Easy-cache uses build-in Django cache framework by default, so you can choose what cache storage to use on every decorated function, e.g.:

# Django settings
CACHES={
    'local_memory': {
        'BACKEND': 'django.core.cache.backends.locmem.LocMemCache',
        'LOCATION': 'locmem',
        'KEY_PREFIX': 'custom_prefix',
    },
    'memcached': {
        'BACKEND': 'django.core.cache.backends.memcached.PyMemcacheCache',
        'LOCATION': '127.0.0.1:11211',
        'KEY_PREFIX': 'memcached',
    }
}

# then in somewhere code
@ecached(..., cache_alias='memcached')
# or
@ecached(..., cache_alias='local_memory')
# or even
from django.core.cache import caches
another_cache = caches['another_cache']
@ecached(..., cache_instance=another_cache)
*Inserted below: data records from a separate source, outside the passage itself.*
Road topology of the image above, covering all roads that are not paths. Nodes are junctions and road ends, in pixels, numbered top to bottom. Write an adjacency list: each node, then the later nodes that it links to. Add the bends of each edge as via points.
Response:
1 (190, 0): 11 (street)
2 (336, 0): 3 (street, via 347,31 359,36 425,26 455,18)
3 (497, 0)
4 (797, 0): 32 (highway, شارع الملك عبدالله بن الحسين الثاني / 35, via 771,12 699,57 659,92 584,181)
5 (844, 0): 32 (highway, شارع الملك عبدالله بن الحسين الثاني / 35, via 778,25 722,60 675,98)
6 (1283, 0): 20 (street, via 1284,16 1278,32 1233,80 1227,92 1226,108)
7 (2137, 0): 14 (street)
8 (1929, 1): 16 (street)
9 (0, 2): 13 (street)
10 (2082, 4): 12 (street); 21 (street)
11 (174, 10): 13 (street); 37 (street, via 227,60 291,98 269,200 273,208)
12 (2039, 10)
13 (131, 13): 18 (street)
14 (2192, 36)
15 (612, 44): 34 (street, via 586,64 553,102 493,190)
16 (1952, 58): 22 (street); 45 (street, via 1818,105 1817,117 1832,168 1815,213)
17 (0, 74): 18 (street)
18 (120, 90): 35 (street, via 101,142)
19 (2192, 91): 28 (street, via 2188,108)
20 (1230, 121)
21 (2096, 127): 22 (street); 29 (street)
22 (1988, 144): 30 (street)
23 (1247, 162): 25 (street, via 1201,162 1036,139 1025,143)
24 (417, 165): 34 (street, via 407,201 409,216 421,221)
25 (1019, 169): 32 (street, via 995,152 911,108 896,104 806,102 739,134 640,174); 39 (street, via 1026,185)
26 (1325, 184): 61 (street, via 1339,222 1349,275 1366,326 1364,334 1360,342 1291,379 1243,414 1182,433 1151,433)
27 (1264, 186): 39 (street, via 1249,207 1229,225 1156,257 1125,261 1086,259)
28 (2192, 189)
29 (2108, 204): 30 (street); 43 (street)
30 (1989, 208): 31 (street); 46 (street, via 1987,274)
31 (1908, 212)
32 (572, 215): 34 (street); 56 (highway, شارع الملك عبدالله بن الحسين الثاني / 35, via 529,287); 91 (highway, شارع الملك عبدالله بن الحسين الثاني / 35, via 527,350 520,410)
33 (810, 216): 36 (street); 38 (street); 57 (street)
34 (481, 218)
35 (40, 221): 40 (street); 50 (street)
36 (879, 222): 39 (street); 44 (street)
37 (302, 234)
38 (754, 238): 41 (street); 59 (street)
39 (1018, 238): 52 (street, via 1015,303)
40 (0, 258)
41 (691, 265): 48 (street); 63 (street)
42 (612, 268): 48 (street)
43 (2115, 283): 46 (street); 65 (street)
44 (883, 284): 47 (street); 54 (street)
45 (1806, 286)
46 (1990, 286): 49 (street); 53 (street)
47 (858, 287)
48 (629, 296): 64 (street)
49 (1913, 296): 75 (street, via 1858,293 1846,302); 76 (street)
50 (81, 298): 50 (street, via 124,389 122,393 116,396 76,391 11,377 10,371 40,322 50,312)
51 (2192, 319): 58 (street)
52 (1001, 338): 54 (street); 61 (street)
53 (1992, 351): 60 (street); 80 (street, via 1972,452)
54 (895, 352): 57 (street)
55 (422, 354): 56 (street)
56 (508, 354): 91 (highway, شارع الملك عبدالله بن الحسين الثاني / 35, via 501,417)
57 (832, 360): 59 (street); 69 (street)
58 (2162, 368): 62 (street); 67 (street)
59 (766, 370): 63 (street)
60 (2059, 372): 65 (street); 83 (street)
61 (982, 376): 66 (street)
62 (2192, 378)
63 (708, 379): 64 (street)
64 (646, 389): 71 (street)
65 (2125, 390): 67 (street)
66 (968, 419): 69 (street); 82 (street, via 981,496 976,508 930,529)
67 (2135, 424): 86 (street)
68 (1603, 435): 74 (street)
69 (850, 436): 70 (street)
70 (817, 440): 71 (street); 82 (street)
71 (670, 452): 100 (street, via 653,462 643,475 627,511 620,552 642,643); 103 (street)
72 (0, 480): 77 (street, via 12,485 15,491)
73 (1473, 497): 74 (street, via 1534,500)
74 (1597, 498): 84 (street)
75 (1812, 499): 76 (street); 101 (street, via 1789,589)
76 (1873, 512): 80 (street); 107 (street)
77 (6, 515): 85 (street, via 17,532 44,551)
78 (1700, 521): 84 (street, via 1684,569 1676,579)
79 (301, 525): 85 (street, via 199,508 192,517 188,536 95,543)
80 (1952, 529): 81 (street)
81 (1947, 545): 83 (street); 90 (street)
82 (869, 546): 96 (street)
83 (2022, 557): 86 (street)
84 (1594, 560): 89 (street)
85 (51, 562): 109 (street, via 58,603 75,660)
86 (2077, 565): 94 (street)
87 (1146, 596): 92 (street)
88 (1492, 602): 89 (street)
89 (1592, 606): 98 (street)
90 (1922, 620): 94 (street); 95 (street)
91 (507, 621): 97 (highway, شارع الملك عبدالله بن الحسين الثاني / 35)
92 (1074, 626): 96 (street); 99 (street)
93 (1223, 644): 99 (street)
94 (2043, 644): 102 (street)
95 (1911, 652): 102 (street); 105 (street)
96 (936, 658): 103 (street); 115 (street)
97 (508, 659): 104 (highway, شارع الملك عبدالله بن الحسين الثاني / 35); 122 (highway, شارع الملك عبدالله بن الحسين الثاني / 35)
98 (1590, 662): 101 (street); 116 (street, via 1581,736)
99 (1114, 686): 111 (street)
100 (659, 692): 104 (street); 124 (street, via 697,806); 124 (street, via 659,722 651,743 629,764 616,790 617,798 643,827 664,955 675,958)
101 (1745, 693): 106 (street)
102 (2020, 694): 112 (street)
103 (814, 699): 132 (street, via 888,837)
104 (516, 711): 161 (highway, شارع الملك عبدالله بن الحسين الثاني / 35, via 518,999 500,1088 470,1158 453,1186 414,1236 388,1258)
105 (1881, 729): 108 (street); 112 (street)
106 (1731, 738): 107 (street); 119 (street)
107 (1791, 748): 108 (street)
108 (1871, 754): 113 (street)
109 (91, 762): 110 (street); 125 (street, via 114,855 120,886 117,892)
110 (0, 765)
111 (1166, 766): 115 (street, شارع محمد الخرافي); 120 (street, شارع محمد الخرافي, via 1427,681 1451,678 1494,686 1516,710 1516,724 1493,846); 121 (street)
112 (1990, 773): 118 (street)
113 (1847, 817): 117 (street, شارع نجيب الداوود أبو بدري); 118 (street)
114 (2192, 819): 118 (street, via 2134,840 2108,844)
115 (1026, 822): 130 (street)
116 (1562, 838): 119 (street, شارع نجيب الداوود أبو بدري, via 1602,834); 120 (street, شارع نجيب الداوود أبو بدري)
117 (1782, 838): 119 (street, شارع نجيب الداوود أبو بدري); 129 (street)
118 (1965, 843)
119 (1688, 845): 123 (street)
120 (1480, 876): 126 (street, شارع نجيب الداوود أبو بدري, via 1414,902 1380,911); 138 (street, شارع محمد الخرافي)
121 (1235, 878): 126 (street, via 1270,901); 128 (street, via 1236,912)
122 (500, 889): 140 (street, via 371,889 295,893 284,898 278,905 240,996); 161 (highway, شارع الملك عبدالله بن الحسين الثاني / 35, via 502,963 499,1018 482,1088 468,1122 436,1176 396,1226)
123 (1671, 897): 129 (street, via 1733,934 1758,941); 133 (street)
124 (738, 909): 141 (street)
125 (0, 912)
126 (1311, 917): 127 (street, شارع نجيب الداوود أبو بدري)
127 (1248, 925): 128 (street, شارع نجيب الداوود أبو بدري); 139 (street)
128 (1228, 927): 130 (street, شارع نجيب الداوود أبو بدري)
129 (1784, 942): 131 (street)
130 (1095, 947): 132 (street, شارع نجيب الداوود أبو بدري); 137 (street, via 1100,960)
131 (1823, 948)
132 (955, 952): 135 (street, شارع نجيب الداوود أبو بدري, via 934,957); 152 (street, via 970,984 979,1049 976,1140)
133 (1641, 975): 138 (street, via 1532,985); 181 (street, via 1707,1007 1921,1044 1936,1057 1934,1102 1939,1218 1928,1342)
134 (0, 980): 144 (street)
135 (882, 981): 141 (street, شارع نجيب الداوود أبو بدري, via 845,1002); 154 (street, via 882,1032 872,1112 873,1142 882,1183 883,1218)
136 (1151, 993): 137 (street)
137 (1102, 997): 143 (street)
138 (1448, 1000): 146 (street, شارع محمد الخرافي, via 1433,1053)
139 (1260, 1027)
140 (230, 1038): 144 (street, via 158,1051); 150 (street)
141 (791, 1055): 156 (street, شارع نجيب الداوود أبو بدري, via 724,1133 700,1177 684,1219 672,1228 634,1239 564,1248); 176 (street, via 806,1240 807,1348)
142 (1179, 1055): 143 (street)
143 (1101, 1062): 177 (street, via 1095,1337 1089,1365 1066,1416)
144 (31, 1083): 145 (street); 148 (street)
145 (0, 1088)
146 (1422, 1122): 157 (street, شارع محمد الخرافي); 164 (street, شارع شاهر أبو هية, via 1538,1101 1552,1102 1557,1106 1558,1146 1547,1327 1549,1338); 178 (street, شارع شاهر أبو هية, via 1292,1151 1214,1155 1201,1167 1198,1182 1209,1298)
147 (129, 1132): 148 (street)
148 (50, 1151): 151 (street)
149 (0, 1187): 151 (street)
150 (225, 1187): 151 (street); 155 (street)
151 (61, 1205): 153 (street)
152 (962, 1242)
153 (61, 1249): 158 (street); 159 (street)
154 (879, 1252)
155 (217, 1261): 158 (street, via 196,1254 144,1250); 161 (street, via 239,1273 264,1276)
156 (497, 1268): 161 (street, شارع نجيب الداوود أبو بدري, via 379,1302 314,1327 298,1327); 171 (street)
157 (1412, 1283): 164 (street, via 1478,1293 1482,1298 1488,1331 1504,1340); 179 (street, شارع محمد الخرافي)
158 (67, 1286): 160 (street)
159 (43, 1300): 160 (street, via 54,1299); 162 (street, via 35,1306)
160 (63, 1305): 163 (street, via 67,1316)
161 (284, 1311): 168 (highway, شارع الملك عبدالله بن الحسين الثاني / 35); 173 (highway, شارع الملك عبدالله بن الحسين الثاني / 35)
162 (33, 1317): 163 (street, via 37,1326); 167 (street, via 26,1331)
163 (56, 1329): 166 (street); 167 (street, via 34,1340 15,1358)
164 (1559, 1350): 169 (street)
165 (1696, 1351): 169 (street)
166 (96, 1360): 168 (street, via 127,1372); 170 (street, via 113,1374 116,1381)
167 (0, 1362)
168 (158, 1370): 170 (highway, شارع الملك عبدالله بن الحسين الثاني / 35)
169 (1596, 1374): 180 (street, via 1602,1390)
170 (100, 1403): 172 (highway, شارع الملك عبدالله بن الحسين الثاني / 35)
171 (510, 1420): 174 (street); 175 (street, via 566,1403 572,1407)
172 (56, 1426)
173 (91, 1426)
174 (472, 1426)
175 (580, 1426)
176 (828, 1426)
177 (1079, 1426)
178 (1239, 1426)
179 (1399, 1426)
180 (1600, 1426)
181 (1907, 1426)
However if you don't use Django, there is cache framework built into easy-cache package, it can be used in the same fashion as Django caches:

# Custom cache instance class must implement AbstractCacheInstance interface:
from easy_cache.abc import AbstractCacheInstance
from easy_cache.core import DEFAULT_TIMEOUT, NOT_FOUND

class CustomCache(AbstractCacheInstance):

    def get(self, key, default=NOT_FOUND):
        ...

    def get_many(self, keys):
        ...

    def set(self, key, value, timeout=DEFAULT_TIMEOUT):
        ...

    def set_many(self, data_dict, timeout=DEFAULT_TIMEOUT):
        ...

    def delete(self, key):
        ...

from easy_cache import caches

custom_cache = CustomCache()
caches['new_cache'] = custom_cache
caches.set_default(CustomCacheDefault())

# and then
@ecached(..., cache_alias='new_cache')
# or
@ecached(..., cache_instance=custom_cache)
# will use `default` alias
@ecached(...)

There is already implemented redis cache instance class, based on redis-py client:

from redis import StrictRedis
from easy_cache.contrib.redis_cache import RedisCacheInstance
from easy_cache import caches

redis_cache = RedisCacheInstance(StrictRedis(host='...', port='...'))
caches.set_default(redis_cache)

# will use `default` alias
@ecached(...)

Dynamic timeout example

You may need to provide cache timeout dynamically depending on function parameters:

def dynamic_timeout(group):
    if group == 'admins':
        timeout = 10
    else:
        timeout = 100
    return timeout

@ecached('key:{group}', timeout=dynamic_timeout)
def get_users_by_group(group):
    ...

Development and contribution

Live instances of Redis and Memcached are required for few tests to pass, so it's recommended to use docker/docker-compose to setup the necessary environment:

docker-compose up -d

# to enable debug logs
# export EASY_CACHE_DEBUG="yes"

# install package locally
pip install -e .[tests]

# run tests with pytest or tox
pytest
tox

Performance and overhead

Benchmarking may be executed with tox command and it shows that decorators give about 4% of overhead in worst case and about 1-2% overhead on the average.

If you don't use tags or prefix you will get one cache request for get and one request for set if result not found in cache, otherwise two consecutive requests will be made: get and get_many to receive actual value from cache and validate its tags (prefix). Then one set_many request will be performed to save a data to cache storage.